Format Random access Compression Multi-worker safe Best for
HDF5 Yes (chunked) Optional (gzip, lzf) With spawn Structured arrays, sliceable
Parquet Column-level Snappy/Zstd Yes Tabular data, Polars/Pandas
WebDataset (.tar) No (sequential) Optional Yes Images, streaming-only
TFRecord No (sequential) Optional Yes TensorFlow pipelines
Zarr Yes (chunked) Blosc/Zstd Yes Large arrays, cloud-native
LMDB Yes (key-value) No Yes Small records, fast random access
SQLite Yes (indexed) No Read-only concurrent Metadata + small blobs

For genomic sequence-level data with variable-length genes and multi-channel features, HDF5 and Zarr are the strongest fits because they support efficient slicing of contiguous array regions.


7. When to Shard

Shard when: - Training accesses many individual files per epoch (>1000) - GPU utilization is below 30% during training - Data lives on network storage (not local NVMe)

Don't bother sharding when: - Dataset fits in memory (just load it all upfront) - Sequential access only (streaming formats like WebDataset work better) - Files are already large (>100 MB each) — the per-file overhead is amortized


8. Summary

The core principle: minimize the number of file-open operations during training.

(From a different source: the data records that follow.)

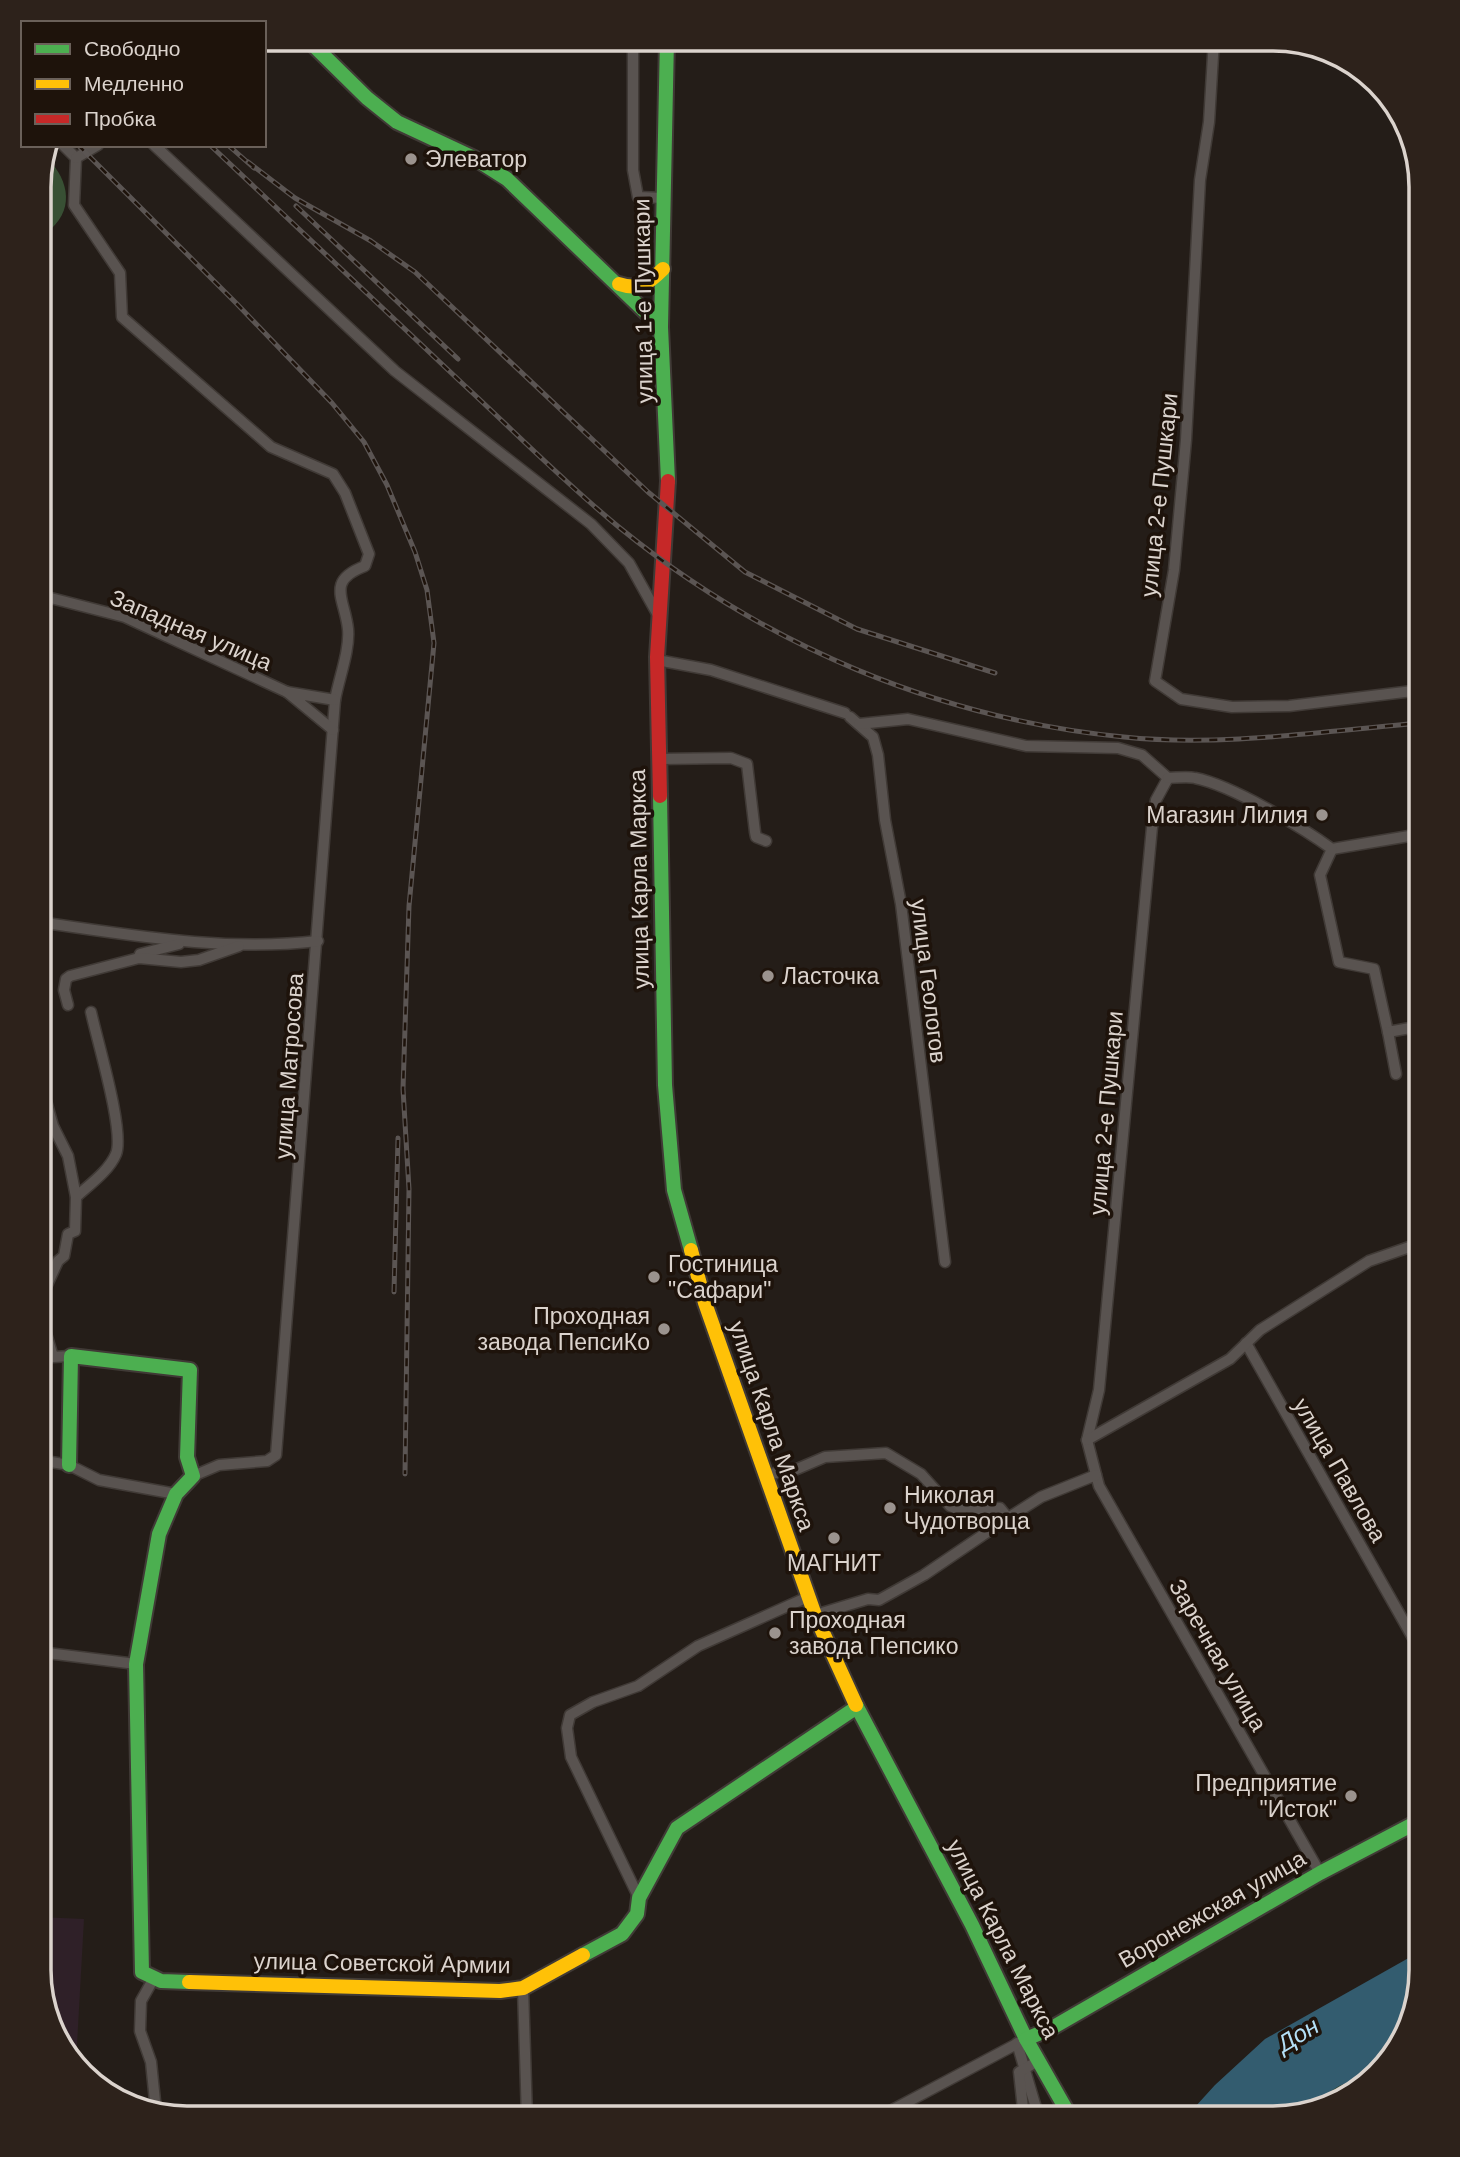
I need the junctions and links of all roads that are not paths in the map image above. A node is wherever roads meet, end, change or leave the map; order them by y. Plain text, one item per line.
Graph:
1 (320, 51) edge
2 (633, 51) edge
3 (667, 51) edge
4 (1213, 51) edge
5 (65, 147) edge
6 (94, 147) edge
7 (156, 147) edge
8 (76, 158) junction
9 (664, 198) junction
10 (663, 270) junction
11 (619, 284) junction
12 (661, 327) junction
13 (665, 562) joint
14 (51, 598) edge
15 (658, 615) junction
16 (657, 660) junction
17 (287, 692) junction
18 (1409, 692) edge
19 (335, 699) junction
20 (851, 718) junction
21 (333, 730) junction
22 (659, 760) junction
23 (1168, 778) junction
24 (1409, 836) edge
25 (766, 841) dead end
26 (1332, 849) junction
27 (51, 924) edge
28 (186, 941) junction
29 (318, 941) junction
30 (240, 945) junction
31 (134, 958) junction
32 (68, 1005) dead end
33 (91, 1012) dead end
34 (1409, 1028) edge
35 (1388, 1032) junction
36 (1396, 1074) dead end
37 (51, 1122) edge
38 (76, 1197) junction
39 (1409, 1247) edge
40 (946, 1262) dead end
41 (51, 1276) edge
42 (1246, 1343) junction
43 (51, 1350) edge
44 (71, 1356) junction
45 (1087, 1440) junction
46 (51, 1462) edge
47 (69, 1465) junction
48 (765, 1475) junction
49 (1096, 1475) junction
50 (193, 1476) junction
51 (176, 1494) junction
52 (1008, 1518) junction
53 (808, 1597) junction
54 (815, 1615) junction
55 (1409, 1629) edge
56 (51, 1654) edge
57 (136, 1664) junction
58 (857, 1707) junction
59 (1409, 1827) edge
60 (1320, 1873) junction
61 (639, 1898) junction
62 (154, 1978) junction
63 (523, 1988) junction
64 (1021, 2041) junction
65 (1038, 2061) junction
66 (1024, 2067) junction
67 (155, 2103) edge
68 (527, 2106) edge
69 (899, 2106) edge
70 (1023, 2106) edge
71 (1035, 2106) edge
72 (1065, 2106) edge

1 - 11 main road
2 - 9 street
3 - 9 main road, улица 1-е Пушкари
4 - 18 street, улица 2-е Пушкари
5 - 8 street
6 - 8 street
7 - 15 street
8 - 19 street, улица Матросова
9 - 10 main road, улица 1-е Пушкари
10 - 11 main road
10 - 12 main road, улица 1-е Пушкари
11 - 12 main road
12 - 13 main road, улица 1-е Пушкари
13 - 15 main road, улица Карла Маркса
14 - 17 street, Западная улица
15 - 16 main road, улица Карла Маркса
16 - 20 street
16 - 22 main road, улица Карла Маркса
17 - 19 street
17 - 21 street
19 - 21 street, улица Матросова
20 - 23 street
20 - 40 street, улица Геологов
21 - 29 street, улица Матросова
22 - 25 street
22 - 48 main road, улица Карла Маркса
23 - 26 street
23 - 45 street, улица 2-е Пушкари
24 - 26 street
26 - 35 street
27 - 28 street
28 - 30 street
28 - 31 street
29 - 30 street
29 - 50 street, улица Матросова
30 - 31 street
31 - 32 street
33 - 38 street
34 - 35 street
35 - 36 street
37 - 38 street
38 - 41 street
39 - 42 street
42 - 45 street
42 - 55 street, улица Павлова
43 - 44 street
44 - 47 main road
44 - 50 main road
45 - 49 street, Заречная улица
46 - 47 street
47 - 51 street
48 - 52 street
48 - 53 main road, улица Карла Маркса
49 - 52 street
49 - 60 street, Заречная улица
50 - 51 main road
51 - 57 main road
52 - 54 street
53 - 54 main road, улица Карла Маркса
53 - 61 street
54 - 58 main road, улица Карла Маркса
56 - 57 street
57 - 62 main road
58 - 61 main road, улица Советской Армии
58 - 64 main road, улица Карла Маркса
59 - 60 main road, Воронежская улица
60 - 64 main road, Воронежская улица
61 - 63 main road, улица Советской Армии
62 - 63 main road, улица Советской Армии
62 - 67 street
63 - 68 street
64 - 65 main road, улица Карла Маркса
64 - 66 street, улица Карла Маркса
64 - 69 street
65 - 66 street
65 - 72 main road, улица Карла Маркса
66 - 70 street
66 - 71 street, улица Карла Маркса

Every file open pays a latency tax (0.5ms local, 10-30ms network). Sharding amortizes this cost across thousands of samples by keeping a small number of large files open.

                Individual files              Shards
                ────────────────              ──────
Epoch start:    open 0 files                  open 12 shard files
Per sample:     open 1 file (0.5-30ms)        seek within open file (~0.01ms)
100K samples:   100K file opens               100K seeks (1000x faster)

The training pipeline in 07_train_sequence_model.py supports both modes via --use-shards. On local NVMe, per-gene NPZ files are fast enough. On GPU pods with network volumes, shards are essential.